While human rights advocates in Egypt celebrated the decision, they urged supporters to continue pressuring authorities to release the many peaceful demonstrators and journalists who remain behind bars in the country.

Free Expression: Gambia’s Internet blackout
Gambia was without Internet access for roughly 48 hours last week, according to multiple sources. Economist Sidi Sanneh, who served as the country’s foreign minister in the mid-2000s, said the blackout resulted from government efforts to block chat and call apps, including Viber. He attributed this to the “paranoid reaction of the dictatorship resulting from an increasing public awareness of a repressive and corrupt government.” Gambia’s Ministry of Information Technology denied blocking access to Viber, blaming the problem instead on poor network connectivity.

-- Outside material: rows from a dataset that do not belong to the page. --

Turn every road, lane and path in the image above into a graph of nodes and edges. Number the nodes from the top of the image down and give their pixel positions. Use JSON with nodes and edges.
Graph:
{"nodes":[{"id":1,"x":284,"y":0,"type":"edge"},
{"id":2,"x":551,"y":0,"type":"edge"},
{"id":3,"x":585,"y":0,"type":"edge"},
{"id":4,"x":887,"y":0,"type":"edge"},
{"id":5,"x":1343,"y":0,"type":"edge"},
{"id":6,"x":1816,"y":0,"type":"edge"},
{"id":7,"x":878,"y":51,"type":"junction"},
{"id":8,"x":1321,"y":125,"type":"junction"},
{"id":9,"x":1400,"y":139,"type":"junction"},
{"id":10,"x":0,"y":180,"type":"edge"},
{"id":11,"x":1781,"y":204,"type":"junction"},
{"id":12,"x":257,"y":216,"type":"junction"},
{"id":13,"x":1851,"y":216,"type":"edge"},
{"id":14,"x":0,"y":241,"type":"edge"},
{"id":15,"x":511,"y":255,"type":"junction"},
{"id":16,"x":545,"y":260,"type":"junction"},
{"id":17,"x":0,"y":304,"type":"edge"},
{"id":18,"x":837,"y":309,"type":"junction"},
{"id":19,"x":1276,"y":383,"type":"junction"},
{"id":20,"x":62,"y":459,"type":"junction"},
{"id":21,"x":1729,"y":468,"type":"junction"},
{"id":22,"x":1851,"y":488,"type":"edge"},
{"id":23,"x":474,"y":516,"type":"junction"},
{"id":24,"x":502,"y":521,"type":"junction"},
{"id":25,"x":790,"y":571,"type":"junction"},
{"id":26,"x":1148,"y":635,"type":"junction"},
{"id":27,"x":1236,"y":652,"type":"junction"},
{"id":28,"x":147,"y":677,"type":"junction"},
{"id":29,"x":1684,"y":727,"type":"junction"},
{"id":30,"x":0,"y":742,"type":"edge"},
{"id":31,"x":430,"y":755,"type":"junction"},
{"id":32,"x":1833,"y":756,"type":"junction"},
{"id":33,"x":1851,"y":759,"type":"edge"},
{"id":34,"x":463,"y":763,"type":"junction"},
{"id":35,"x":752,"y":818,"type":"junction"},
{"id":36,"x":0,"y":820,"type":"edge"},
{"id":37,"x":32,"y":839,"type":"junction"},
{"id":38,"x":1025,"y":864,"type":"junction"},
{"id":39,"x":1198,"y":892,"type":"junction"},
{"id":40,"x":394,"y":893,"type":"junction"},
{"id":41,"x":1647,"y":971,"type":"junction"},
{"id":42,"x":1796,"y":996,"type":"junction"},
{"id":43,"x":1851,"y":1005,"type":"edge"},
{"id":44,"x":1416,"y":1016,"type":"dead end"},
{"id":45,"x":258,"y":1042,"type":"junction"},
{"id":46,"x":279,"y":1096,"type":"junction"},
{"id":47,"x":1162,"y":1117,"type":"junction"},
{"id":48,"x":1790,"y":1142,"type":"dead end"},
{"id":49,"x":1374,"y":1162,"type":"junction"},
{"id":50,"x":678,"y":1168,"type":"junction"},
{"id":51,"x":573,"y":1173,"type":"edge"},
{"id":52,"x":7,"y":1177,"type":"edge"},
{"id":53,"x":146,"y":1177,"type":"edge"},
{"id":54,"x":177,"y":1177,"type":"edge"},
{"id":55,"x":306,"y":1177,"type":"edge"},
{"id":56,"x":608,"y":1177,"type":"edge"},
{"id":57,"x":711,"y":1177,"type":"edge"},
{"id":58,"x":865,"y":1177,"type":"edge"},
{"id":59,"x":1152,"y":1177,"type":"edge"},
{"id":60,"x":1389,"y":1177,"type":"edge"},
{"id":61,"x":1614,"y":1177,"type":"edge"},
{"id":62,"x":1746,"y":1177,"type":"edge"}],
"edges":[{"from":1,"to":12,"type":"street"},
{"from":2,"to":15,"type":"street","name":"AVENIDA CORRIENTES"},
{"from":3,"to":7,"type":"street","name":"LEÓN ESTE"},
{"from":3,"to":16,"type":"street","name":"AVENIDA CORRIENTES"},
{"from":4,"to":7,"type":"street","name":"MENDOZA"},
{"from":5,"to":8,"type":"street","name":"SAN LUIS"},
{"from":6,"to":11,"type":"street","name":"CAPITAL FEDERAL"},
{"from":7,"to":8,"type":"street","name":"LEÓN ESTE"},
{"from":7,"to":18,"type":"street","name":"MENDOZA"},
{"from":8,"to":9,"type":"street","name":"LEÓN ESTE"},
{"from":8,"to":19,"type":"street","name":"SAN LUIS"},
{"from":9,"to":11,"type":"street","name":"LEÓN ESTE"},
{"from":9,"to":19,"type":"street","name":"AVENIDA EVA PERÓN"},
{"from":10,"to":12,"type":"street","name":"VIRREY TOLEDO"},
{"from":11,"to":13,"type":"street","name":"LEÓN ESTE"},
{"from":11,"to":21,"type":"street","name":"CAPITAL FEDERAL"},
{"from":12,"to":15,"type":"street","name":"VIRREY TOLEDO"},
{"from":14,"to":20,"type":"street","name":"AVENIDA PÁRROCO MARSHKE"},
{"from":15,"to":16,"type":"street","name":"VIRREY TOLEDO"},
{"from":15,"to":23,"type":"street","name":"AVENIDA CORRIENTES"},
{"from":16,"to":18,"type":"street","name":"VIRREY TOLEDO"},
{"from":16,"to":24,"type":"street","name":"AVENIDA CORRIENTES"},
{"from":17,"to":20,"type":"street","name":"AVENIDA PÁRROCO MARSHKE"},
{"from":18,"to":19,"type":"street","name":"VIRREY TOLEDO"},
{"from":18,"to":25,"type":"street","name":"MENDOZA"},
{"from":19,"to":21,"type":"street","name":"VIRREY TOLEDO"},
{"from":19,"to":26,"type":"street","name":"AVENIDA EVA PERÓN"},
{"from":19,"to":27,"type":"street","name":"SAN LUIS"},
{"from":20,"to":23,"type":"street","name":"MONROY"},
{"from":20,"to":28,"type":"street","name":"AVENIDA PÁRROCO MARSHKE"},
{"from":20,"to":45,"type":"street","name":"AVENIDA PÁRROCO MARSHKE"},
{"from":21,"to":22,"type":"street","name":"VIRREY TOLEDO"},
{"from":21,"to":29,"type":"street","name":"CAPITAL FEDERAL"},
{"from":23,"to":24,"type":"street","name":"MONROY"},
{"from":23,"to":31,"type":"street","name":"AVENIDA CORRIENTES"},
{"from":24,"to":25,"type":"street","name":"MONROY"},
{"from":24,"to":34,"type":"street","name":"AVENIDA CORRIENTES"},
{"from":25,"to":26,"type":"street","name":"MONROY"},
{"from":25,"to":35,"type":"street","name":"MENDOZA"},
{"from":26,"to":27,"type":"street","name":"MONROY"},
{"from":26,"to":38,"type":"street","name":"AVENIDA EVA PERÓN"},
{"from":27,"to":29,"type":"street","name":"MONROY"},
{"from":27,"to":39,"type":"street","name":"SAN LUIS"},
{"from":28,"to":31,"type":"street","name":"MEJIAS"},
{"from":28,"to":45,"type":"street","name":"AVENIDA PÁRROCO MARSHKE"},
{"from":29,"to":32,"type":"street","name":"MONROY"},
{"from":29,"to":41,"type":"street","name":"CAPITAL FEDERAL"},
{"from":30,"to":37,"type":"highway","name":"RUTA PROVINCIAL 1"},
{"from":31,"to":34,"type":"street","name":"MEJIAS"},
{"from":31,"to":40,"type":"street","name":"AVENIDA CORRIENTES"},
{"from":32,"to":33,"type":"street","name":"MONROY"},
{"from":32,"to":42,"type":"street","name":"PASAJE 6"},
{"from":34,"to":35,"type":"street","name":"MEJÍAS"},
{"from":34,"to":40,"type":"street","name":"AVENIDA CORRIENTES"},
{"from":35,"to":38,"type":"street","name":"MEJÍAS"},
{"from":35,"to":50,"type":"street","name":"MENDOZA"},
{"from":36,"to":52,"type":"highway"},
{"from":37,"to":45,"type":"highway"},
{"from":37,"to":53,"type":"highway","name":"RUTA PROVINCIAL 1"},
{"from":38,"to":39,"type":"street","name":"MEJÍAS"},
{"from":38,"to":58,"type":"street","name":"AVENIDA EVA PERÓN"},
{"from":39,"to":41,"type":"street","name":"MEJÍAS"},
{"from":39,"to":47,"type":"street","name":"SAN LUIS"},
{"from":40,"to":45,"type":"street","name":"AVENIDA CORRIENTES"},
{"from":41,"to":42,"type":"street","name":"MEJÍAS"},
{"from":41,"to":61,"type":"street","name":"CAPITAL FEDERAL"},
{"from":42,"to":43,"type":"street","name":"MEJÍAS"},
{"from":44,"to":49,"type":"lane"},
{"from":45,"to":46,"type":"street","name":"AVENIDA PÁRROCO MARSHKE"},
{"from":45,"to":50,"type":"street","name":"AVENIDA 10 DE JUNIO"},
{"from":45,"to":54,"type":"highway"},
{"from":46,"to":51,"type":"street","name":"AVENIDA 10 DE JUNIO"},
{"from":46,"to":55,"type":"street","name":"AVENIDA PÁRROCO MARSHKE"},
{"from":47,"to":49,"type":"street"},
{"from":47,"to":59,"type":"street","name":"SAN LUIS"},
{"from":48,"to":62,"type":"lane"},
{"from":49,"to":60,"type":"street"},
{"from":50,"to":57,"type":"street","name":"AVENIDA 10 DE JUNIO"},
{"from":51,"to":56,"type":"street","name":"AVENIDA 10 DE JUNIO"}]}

Internet monitoring firm Renesys reported outages that lasted for more than seven hours on 95 percent of routed networks in Syria on March 20. While it remains unclear who was responsible for the blackout, a group calling itself the “European Cyber Army” claimed responsibility for the attacks, asserting retaliation for hacks by the Syrian Electronic Army. The Syrian government later claimed that the blockages were caused by damage to central network cables. Renesys analysts and sources inside the country seemed to agree with this explanation, noting that aerial attacks in Damascus were likely responsible for the damage.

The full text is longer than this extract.